Маршалл оттолкнулся от стола и прошелся туда-сюда.
— Значит, существует вероятность — лишь вероятность, — что лед растаял сам по себе.
— Ночью они запустили режим медленного прогревания, — сказал Фарадей. — А когда обнаружилась пропажа добычи, никто в суматохе не позаботился проверить температуру в хранилище. Чтобы убедиться, что она действительно отвечает расчетной.
— Верно. — Маршалл остановился. — Никто о том не подумал. Они просто оставили дверь открытой и побежали искать кота.
— Позволив температуре внутри хранилища быстро вернуться к уровню уличной, — добавил Чен.
— Значит, вполне возможно, что никакого саботажа не было, — проговорил Маршалл. — Процесс оттаивания шел в соответствии с планом. Виновником оказался сам лед.
Фарадей кивнул.
— Каким образом мог образоваться столь необычный лед? — спросил Маршалл.
— В том-то и загадка, — сказал Чен.
В лаборатории ненадолго стало тихо.
— Весьма интересное предположение, — наконец заметил Маршалл. — Но даже если ты прав и не было ни саботажа, ни вора, остается вопрос — что случилось с котом?
Едва успев договорить, он тут же заметил, что взгляд Фарадея стал еще тревожнее.
— Нет, не говори ничего, — продолжал Маршалл. — Дай сам догадаюсь. Кот выбрался наружу.
— Ты видел мои фотографии пола в хранилище. Следы такие, будто кто-то выбирался из него, а не пытался залезть внутрь. И там работали не пилой.
— Верно. На следы от пилы прорези не похожи. Но и на следы когтей тоже. Они… — Маршалл внезапно замолчал. — Погоди минуту. Все это, конечно, весьма разумно, таяние льда ниже точки замерзания и все такое. Но есть одна серьезная проблема. Чтобы кот смог высвободиться из оставшегося льда, а затем выбраться из хранилища, он должен быть живым. Но он был мертв уже много тысяч лет.

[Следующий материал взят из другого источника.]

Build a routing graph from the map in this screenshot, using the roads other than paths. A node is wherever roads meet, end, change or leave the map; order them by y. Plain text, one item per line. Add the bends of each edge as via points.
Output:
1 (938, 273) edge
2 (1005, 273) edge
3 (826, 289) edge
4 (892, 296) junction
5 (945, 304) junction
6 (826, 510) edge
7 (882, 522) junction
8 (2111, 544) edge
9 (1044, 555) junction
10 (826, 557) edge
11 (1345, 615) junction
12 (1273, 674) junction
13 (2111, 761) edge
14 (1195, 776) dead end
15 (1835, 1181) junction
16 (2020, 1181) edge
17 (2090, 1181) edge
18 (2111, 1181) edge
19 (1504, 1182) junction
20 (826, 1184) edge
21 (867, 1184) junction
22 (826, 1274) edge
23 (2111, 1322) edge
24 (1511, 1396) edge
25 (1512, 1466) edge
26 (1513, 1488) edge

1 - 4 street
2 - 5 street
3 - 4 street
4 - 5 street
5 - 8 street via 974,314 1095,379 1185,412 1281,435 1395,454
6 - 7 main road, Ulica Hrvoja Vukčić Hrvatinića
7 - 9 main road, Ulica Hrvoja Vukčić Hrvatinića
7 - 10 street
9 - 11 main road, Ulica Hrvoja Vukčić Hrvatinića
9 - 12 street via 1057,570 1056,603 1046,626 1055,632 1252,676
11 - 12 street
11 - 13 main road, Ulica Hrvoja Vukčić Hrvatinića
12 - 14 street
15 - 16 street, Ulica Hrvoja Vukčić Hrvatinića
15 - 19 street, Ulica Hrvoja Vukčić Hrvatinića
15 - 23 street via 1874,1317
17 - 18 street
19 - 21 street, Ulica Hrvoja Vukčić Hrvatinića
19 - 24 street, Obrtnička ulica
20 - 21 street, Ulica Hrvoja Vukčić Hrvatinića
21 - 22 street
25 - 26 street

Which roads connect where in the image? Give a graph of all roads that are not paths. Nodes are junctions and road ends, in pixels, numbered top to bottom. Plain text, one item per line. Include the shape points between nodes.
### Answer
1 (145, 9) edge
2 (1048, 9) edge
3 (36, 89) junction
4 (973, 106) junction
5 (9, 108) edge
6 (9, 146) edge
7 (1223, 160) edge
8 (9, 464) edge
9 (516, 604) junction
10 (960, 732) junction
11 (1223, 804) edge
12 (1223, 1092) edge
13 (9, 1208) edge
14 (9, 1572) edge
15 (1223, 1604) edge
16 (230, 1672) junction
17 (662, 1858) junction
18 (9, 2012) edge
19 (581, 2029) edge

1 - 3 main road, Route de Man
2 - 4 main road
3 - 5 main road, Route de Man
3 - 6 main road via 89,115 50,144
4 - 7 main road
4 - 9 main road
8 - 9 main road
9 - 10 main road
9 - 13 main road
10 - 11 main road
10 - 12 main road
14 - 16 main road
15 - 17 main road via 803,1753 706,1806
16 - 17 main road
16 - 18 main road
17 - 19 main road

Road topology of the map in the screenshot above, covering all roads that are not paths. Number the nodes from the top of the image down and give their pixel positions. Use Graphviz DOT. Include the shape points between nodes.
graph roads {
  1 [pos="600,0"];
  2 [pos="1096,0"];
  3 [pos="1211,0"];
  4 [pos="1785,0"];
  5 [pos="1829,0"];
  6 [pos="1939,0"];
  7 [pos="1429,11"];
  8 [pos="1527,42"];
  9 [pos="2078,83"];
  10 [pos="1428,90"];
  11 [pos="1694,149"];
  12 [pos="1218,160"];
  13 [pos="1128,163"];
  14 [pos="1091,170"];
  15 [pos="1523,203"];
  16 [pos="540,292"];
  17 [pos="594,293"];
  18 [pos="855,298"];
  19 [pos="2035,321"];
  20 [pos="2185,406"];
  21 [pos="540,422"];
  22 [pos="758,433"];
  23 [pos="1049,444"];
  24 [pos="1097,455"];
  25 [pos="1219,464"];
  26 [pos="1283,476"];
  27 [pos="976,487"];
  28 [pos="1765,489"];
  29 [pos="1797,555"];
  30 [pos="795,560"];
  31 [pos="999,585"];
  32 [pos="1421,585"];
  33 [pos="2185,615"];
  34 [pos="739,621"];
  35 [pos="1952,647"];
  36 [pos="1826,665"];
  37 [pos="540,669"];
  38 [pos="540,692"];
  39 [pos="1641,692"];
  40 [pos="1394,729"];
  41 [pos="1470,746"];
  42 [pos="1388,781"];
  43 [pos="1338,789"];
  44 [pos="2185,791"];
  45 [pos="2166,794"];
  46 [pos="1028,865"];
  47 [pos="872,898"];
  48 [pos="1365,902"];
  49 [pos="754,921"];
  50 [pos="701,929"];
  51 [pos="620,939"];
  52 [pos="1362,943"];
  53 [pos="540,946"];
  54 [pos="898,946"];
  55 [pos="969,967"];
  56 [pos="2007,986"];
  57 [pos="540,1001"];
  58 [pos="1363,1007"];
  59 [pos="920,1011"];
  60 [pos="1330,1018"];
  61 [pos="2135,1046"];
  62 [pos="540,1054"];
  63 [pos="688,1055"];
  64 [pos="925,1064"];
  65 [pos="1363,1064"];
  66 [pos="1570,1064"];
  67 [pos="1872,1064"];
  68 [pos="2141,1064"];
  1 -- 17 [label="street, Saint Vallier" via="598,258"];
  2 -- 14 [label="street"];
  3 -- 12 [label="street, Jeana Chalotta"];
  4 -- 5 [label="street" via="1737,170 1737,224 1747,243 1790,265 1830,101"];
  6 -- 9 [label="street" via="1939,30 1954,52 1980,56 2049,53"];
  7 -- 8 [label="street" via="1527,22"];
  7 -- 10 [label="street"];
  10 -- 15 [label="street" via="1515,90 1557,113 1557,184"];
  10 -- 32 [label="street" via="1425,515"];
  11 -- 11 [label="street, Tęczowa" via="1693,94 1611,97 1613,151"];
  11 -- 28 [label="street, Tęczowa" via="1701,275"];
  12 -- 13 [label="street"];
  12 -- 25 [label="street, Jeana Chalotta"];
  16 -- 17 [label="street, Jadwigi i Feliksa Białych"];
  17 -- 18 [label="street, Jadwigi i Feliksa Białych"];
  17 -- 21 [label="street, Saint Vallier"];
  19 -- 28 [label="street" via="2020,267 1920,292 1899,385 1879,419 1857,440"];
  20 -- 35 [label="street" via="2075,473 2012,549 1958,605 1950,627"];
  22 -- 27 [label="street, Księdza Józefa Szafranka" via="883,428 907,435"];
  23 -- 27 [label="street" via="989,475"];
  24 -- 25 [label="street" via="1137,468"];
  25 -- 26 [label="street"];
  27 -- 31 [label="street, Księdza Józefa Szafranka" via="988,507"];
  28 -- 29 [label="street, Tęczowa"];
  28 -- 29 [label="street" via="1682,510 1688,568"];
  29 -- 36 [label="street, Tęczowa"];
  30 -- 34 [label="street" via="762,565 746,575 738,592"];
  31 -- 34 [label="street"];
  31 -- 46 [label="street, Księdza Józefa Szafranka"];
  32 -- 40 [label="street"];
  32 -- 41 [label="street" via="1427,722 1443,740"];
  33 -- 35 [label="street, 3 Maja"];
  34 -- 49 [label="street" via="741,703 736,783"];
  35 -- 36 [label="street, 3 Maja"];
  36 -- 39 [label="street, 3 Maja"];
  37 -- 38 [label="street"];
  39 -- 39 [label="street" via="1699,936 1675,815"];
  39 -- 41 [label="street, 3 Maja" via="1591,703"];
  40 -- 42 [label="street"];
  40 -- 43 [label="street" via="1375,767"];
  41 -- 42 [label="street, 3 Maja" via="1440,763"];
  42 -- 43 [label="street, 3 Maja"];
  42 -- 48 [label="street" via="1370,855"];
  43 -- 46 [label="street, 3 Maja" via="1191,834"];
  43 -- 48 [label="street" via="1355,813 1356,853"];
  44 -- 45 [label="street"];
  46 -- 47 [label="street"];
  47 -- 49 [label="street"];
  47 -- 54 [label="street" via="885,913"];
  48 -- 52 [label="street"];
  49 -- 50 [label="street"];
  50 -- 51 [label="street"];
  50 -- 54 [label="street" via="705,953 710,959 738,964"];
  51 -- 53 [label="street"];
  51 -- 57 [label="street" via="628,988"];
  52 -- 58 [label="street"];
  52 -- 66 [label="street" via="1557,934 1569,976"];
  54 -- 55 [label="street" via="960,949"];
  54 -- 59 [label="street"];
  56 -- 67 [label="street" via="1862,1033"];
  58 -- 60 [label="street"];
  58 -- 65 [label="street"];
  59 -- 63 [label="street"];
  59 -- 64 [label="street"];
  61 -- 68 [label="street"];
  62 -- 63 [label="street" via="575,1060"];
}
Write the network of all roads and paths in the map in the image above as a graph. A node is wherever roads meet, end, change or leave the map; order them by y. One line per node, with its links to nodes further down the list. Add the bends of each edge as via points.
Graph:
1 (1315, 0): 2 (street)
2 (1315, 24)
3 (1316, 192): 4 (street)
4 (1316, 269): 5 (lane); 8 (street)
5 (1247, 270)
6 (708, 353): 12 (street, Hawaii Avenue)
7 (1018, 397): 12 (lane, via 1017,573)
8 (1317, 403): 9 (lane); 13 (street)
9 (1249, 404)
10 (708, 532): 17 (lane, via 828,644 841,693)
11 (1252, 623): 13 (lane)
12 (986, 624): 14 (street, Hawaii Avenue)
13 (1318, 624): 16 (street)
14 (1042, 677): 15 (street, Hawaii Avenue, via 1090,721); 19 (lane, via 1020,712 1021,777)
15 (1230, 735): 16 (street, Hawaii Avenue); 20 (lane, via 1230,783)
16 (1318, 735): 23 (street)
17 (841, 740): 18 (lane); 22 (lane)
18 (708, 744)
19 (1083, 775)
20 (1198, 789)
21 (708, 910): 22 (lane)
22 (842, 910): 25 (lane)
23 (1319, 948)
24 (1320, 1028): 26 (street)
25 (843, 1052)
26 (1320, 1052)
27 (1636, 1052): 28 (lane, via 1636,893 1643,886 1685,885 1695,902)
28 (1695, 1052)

— Именно эту проблему мы и обсуждали, когда ты пришел, — сказал Фарадей. — Для нее я тоже нашел ответ — и опять-таки теоретический.
Маршалл посмотрел на него.
— Когда зверь замерз, в клетках его тела должны были образоваться ледяные кристаллы. Что смертельно.
— Может быть. Но возможно, и нет. В прошлом году на конференции по эволюционной биологии в Беркли я слушал доклад о Березовском мамонте.
— Не слыхал о таком.
— Шерстистый мамонт, найденный в Сибири в начале двадцатого века. Полностью замерзший, с фрагментами соцветий лютика в зубах.
— И что?
— Вопрос в том, каким образом мамонт смог замерзнуть столь быстро в достаточно теплой местности, где цвели лютики?